In conjunction with the enactment of the FFCRA, the Department of Labor promulgated a final administrative rule implementing the statute’s provisions (the Final Rule). The Final Rule included provisions that placed limits on which employees could use FFCRA leave. These provisions include a “work-availability” requirement under which employees are not entitled to take leave if their employers do not have work for them, an exemption for health care providers, restrictions on use of intermittent leave, and a requirement that employees provide certain documentation prior to taking leave. Buchalter’s coverage regarding the Final Rule is available here.
The State of New York Challenges Certain Aspects of the Final Rule
On April 14, 2020, the State of New York filed a lawsuit against the Department of Labor in federal court alleging that the agency exceeded its rulemaking authority with respect to: (1) the “work-availability” requirement; (2) the Final Rule’s definition of “health care provider”; (3) the prohibition on intermittent leave; and (4) the documentation requirements. In particular, the State of New York claimed that each of these four provisions either limited paid leave or burdened its exercise, forcing employees to choose between taking unpaid leave and going to work even when sick, therefore contravening the purpose of the FFCRA. See New York v. U.S. Department of Labor, No. 1:20-cv-03020 (S.D.N.Y. Aug. 3, 2020).

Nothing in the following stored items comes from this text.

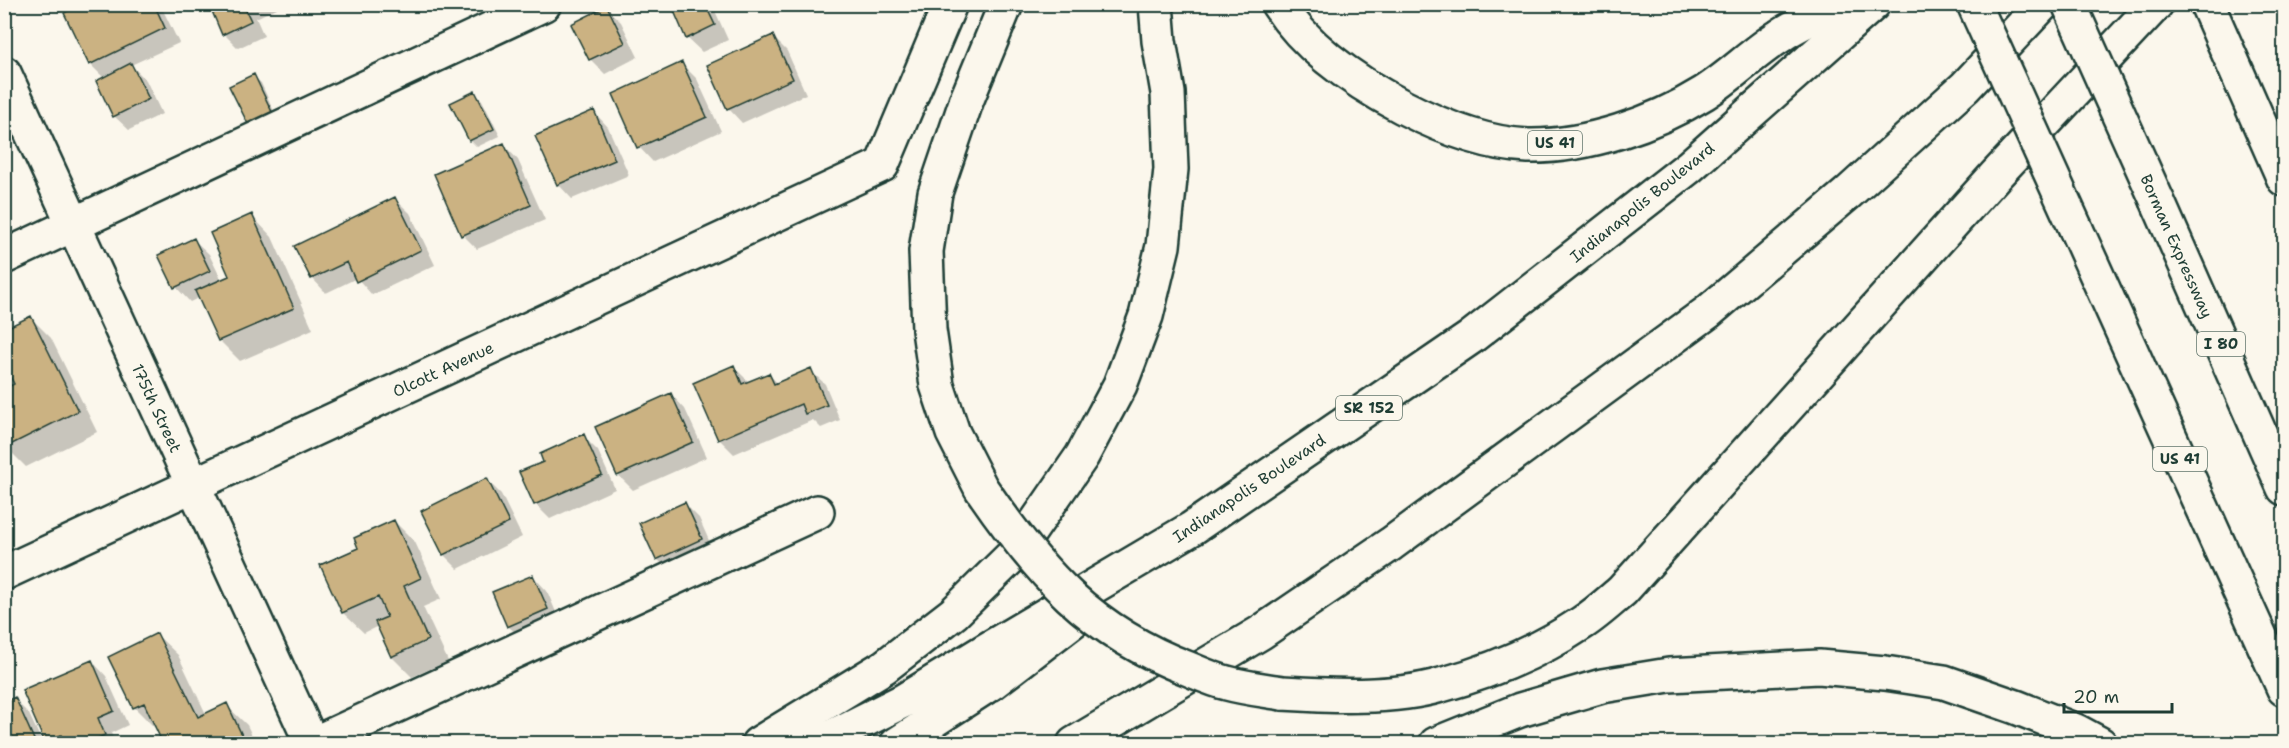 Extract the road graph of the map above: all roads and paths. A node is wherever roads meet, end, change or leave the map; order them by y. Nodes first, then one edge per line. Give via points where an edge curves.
1 (544, 4) edge
2 (950, 4) edge
3 (1006, 4) edge
4 (1156, 4) edge
5 (1278, 4) edge
6 (1840, 4) edge
7 (1873, 4) edge
8 (1974, 4) edge
9 (2043, 4) edge
10 (2069, 4) edge
11 (2156, 4) edge
12 (2207, 4) edge
13 (4, 73) edge
14 (2284, 179) edge
15 (74, 225) junction
16 (4, 257) edge
17 (192, 485) junction
18 (2284, 488) edge
19 (817, 512) dead end
20 (1191, 529) junction
21 (4, 573) edge
22 (2284, 689) edge
23 (313, 744) edge
24 (758, 744) edge
25 (817, 744) edge
26 (897, 744) edge
27 (1074, 744) edge
28 (1436, 744) edge
29 (2100, 744) edge

1 - 15 main road
2 - 17 main road, Olcott Avenue via 882,165
3 - 11 main road, bridge via 934,193 926,250 929,330 937,385 953,433 981,488 1036,563 1077,605 1116,634 1162,659 1226,683 1335,697 1439,686 1537,648 1583,622 1622,591 1995,176
4 - 24 main road via 1168,93 1171,169 1163,246 1146,316 1120,385 1082,456 1015,553 954,614 884,668
5 - 6 main road, US 41 via 1325,56 1377,94 1426,119 1476,137 1527,146 1579,142 1637,126 1704,93 1781,35
7 - 20 main road, Indianapolis Boulevard / SR 152 via 1689,167 1470,338
8 - 22 main road, US 41, bridge
9 - 27 main road via 1965,87 1708,312 1391,544 1260,633
10 - 18 main road, Borman Expressway / I 80, bridge
12 - 14 main road
13 - 15 main road, 175th Street
15 - 16 main road
15 - 17 main road, 175th Street
17 - 21 main road, Olcott Avenue
17 - 23 main road, 175th Street
19 - 23 main road
20 - 25 main road, Indianapolis Boulevard / SR 152 via 903,701
20 - 26 main road via 993,682
28 - 29 main road via 1520,710 1602,686 1669,675 1819,667 1944,682 2016,707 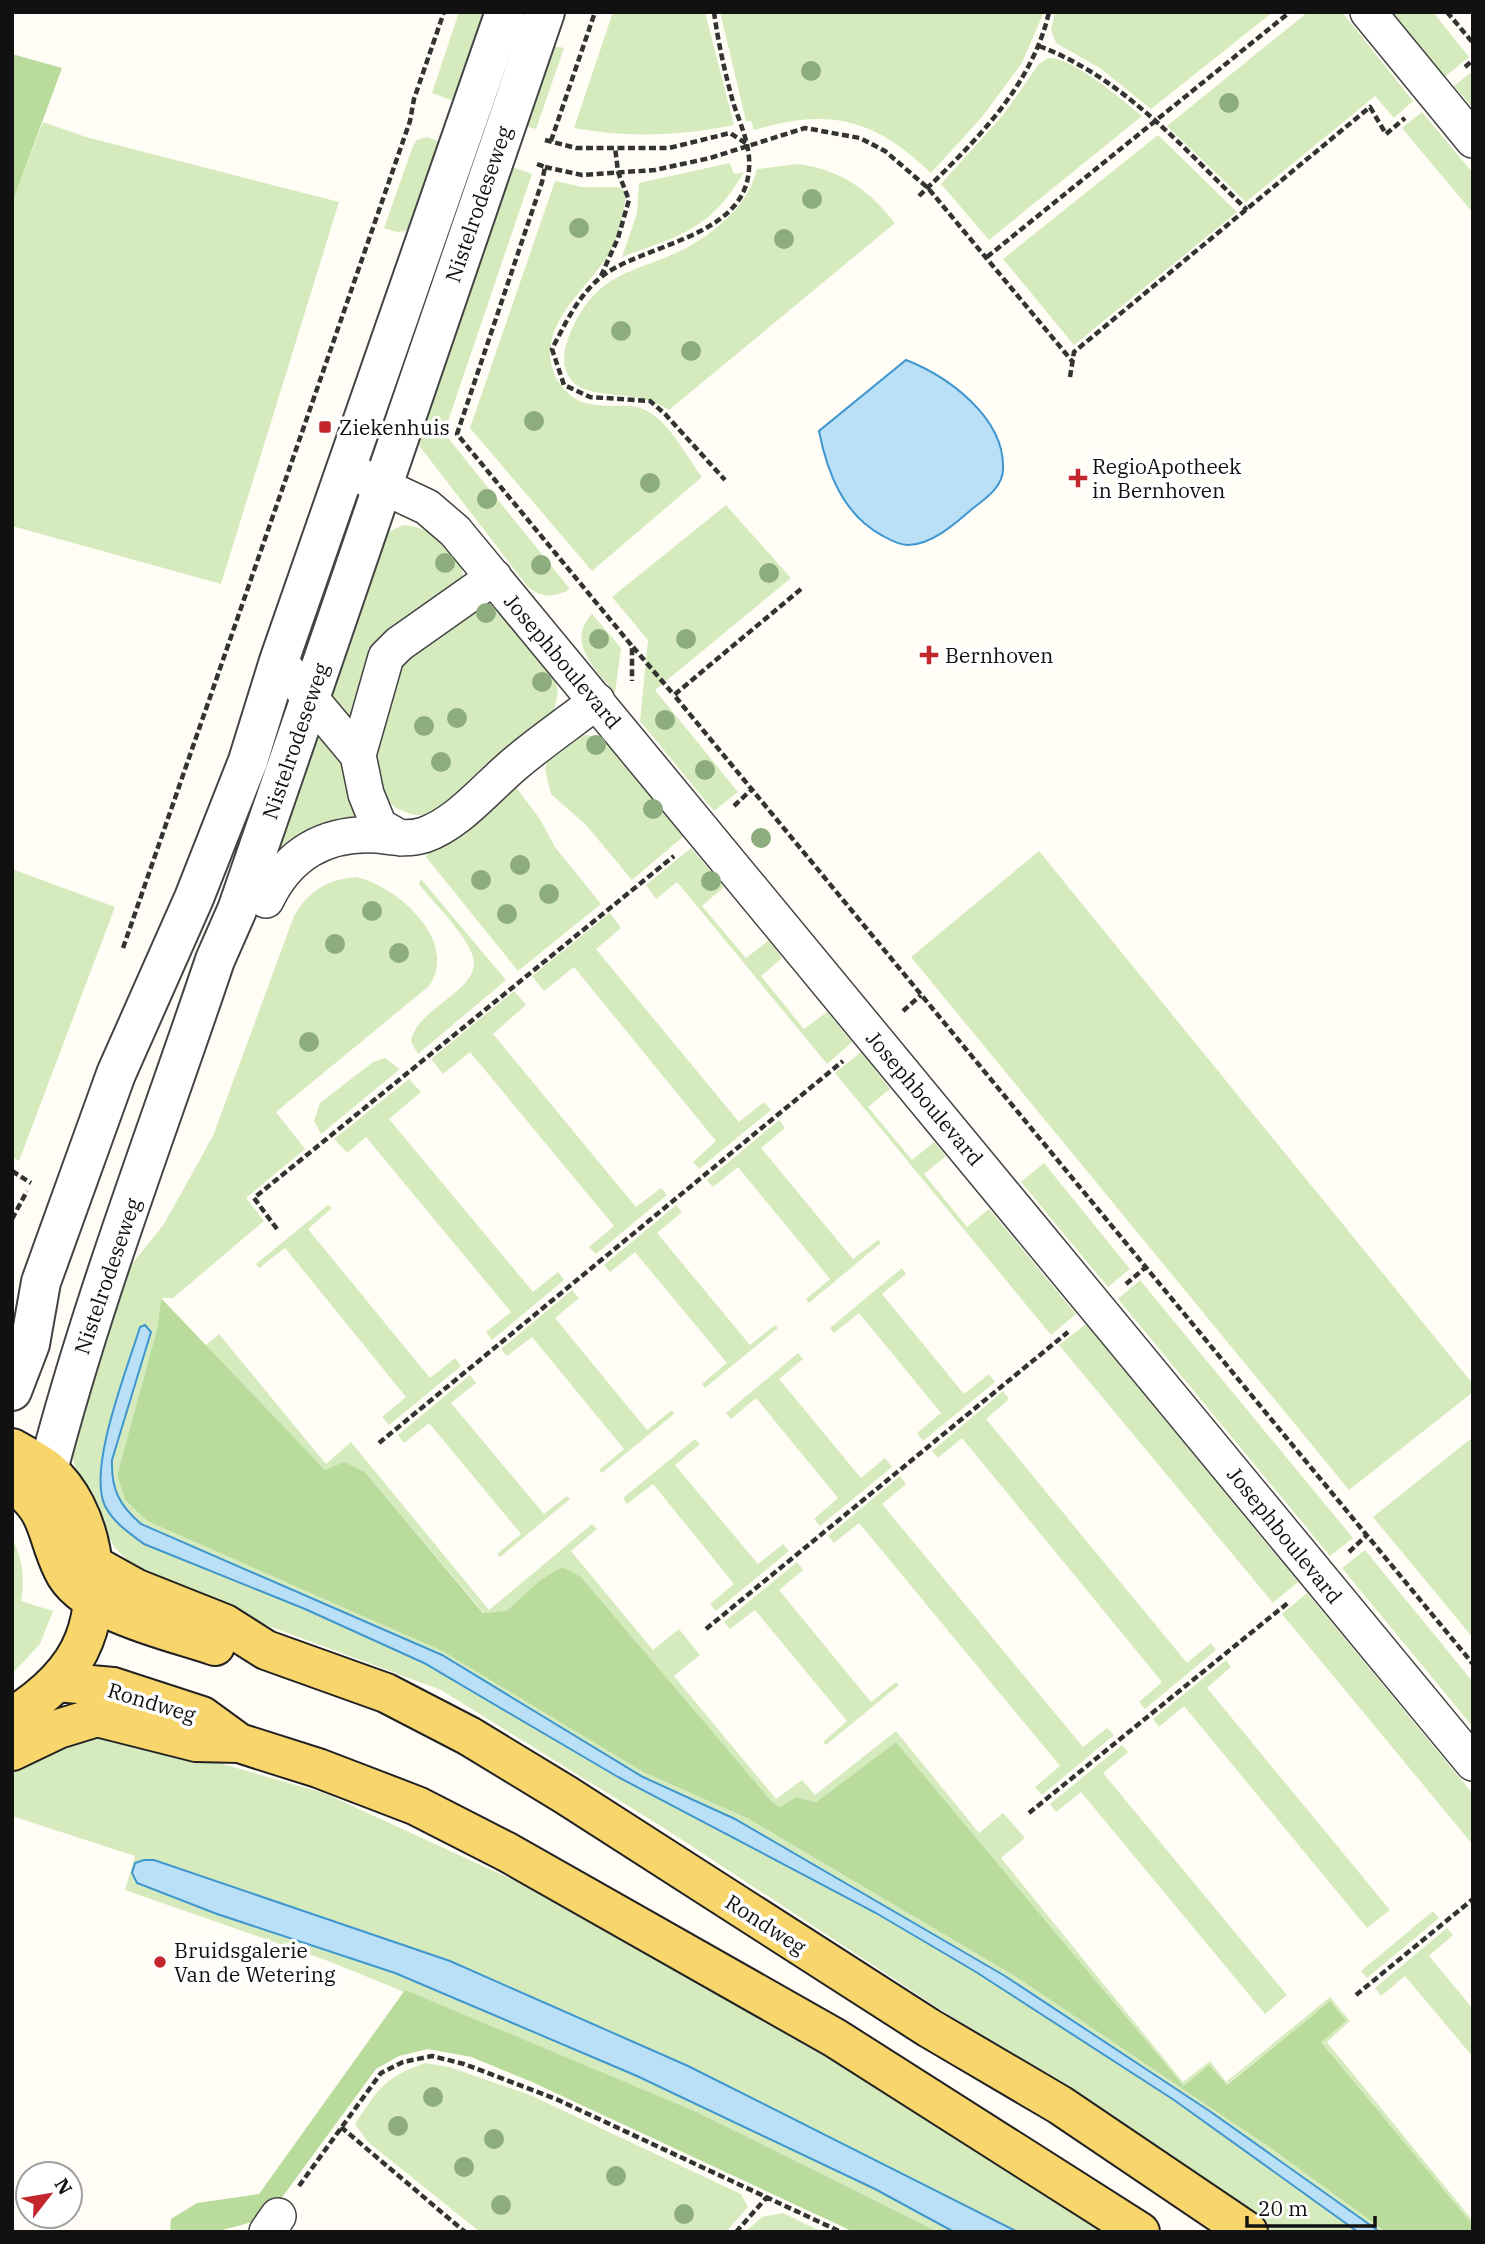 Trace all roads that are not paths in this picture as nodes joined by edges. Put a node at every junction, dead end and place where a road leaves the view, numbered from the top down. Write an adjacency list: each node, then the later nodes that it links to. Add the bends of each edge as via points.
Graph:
1 (505, 12): 4 (street, Nistelrodeseweg)
2 (545, 12): 4 (street, Nistelrodeseweg)
3 (1368, 12): 5 (street)
4 (484, 134): 6 (street, Nistelrodeseweg); 7 (street, Nistelrodeseweg)
5 (1473, 140)
6 (346, 469): 7 (street, Josephboulevard); 9 (street, Nistelrodeseweg)
7 (382, 484): 8 (street, Josephboulevard, via 427,507 455,531); 10 (street, Nistelrodeseweg)
8 (494, 577): 11 (street, Josephboulevard); 12 (street, via 386,657)
9 (279, 661): 10 (street); 15 (street, Nistelrodeseweg, via 248,761 116,1074)
10 (309, 697): 12 (street); 19 (street, Nistelrodeseweg, via 78,1358)
11 (597, 701): 13 (street, via 516,762 442,827 422,836); 26 (street, Josephboulevard)
12 (358, 755): 13 (street, via 379,826)
13 (400, 838): 14 (street, via 359,835 320,842 277,877)
14 (266, 900)
15 (41, 1282): 16 (street, Nistelrodeseweg); 17 (street, Nistelrodeseweg, via 30,1344)
16 (12, 1324)
17 (12, 1391)
18 (12, 1448): 19 (main road)
19 (48, 1471): 21 (main road, via 77,1509)
20 (12, 1482): 21 (main road, Rondweg, via 45,1518 70,1582)
21 (92, 1582): 22 (main road, via 84,1641); 28 (main road, Rondweg, via 137,1589 225,1624 266,1650 386,1693 516,1763 929,2028 1060,2105)
22 (57, 1682): 23 (main road); 24 (main road, Rondweg, via 113,1687 202,1716)
23 (12, 1717)
24 (239, 1743): 25 (main road, Rondweg, via 196,1742 97,1717); 27 (main road, Rondweg, via 362,1783 464,1828 835,2038)
25 (12, 1751)
26 (1473, 1763)
27 (1140, 2232)
28 (1248, 2232) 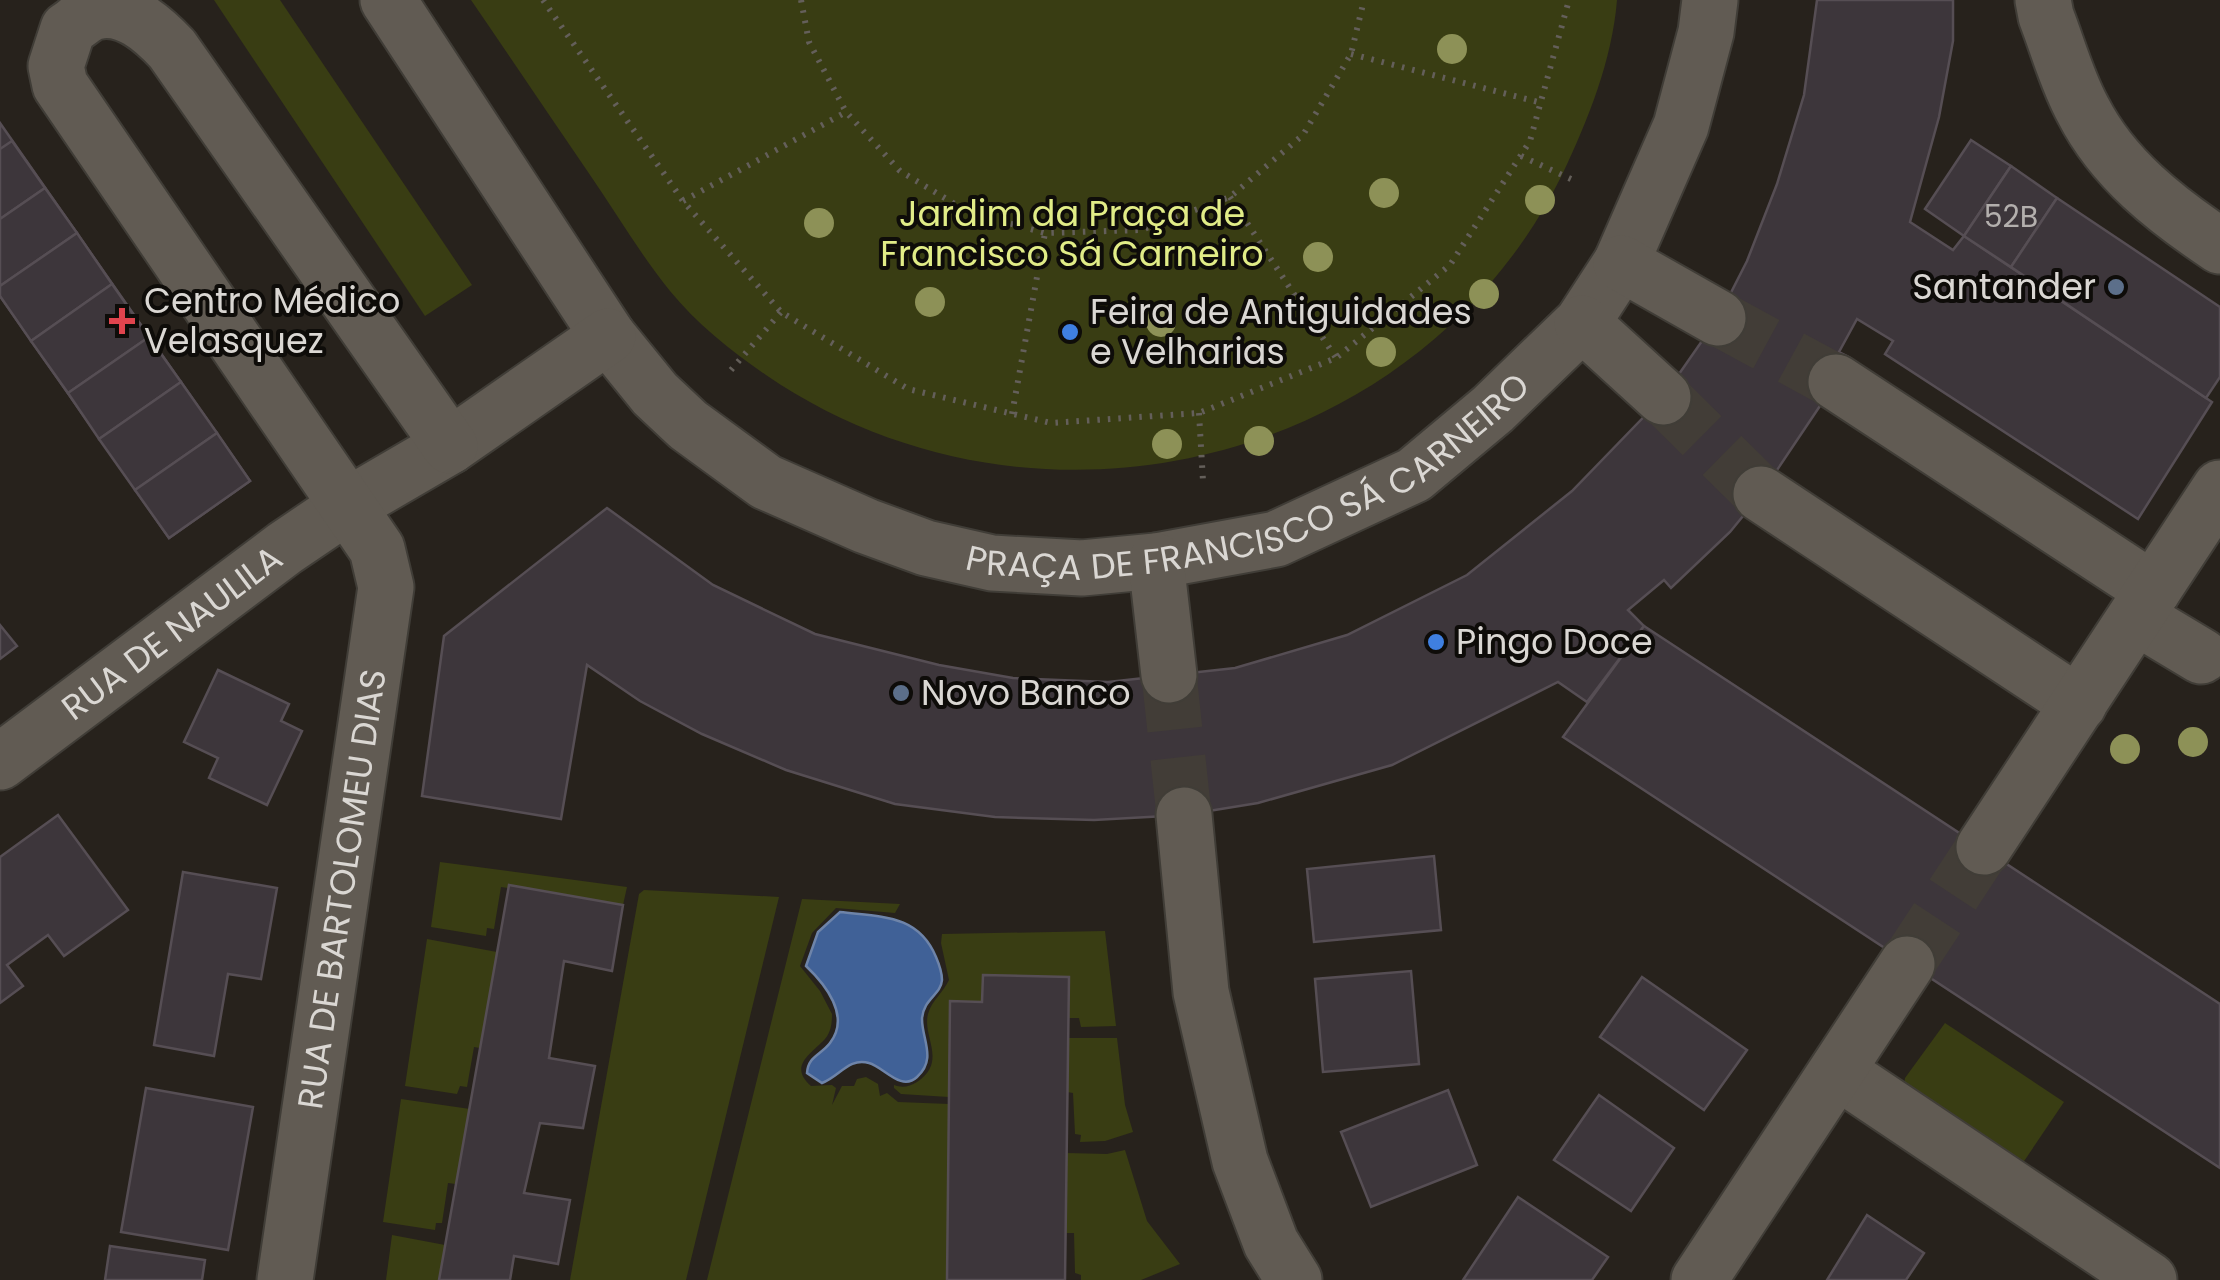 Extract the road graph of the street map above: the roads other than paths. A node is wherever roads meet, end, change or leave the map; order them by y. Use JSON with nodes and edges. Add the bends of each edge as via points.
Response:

In its decision, the court substantially adopted the State of New York’s position and vacated significant portions of the Final Rule. The court’s decision notably expands the number of workers who are eligible for FFCRA leave and may change several of the conditions surrounding such leave. Although the decision clearly applies to employers in the Southern District of New York, businesses nationwide should take note of the decision as the case has persuasive authority in other jurisdictions and could influence the Department of Labor’s interpretation on a go forward basis.
Work Availability as a Requirement
The Final Rule included a provision that permitted employers to deny claims for FFCRA leave when they “do … not have work” for them. The court struck down the Final Rule’s “work-availability” requirement, ruling that the Department of Labor did not provide sufficient justification for it. The court went on to hold that the “work-availability requirement” is contrary to the FFCRA’s purpose because it “may considerably narrow the statute’s potential scope” given the large number of businesses that have experienced temporary shutdowns and slowdowns of business nationwide. For example, if an hourly employee’s hours were completely reduced because of a COVID-19-related business slowdown, the employee may be entitled to leave, even if the employee is not scheduled to work.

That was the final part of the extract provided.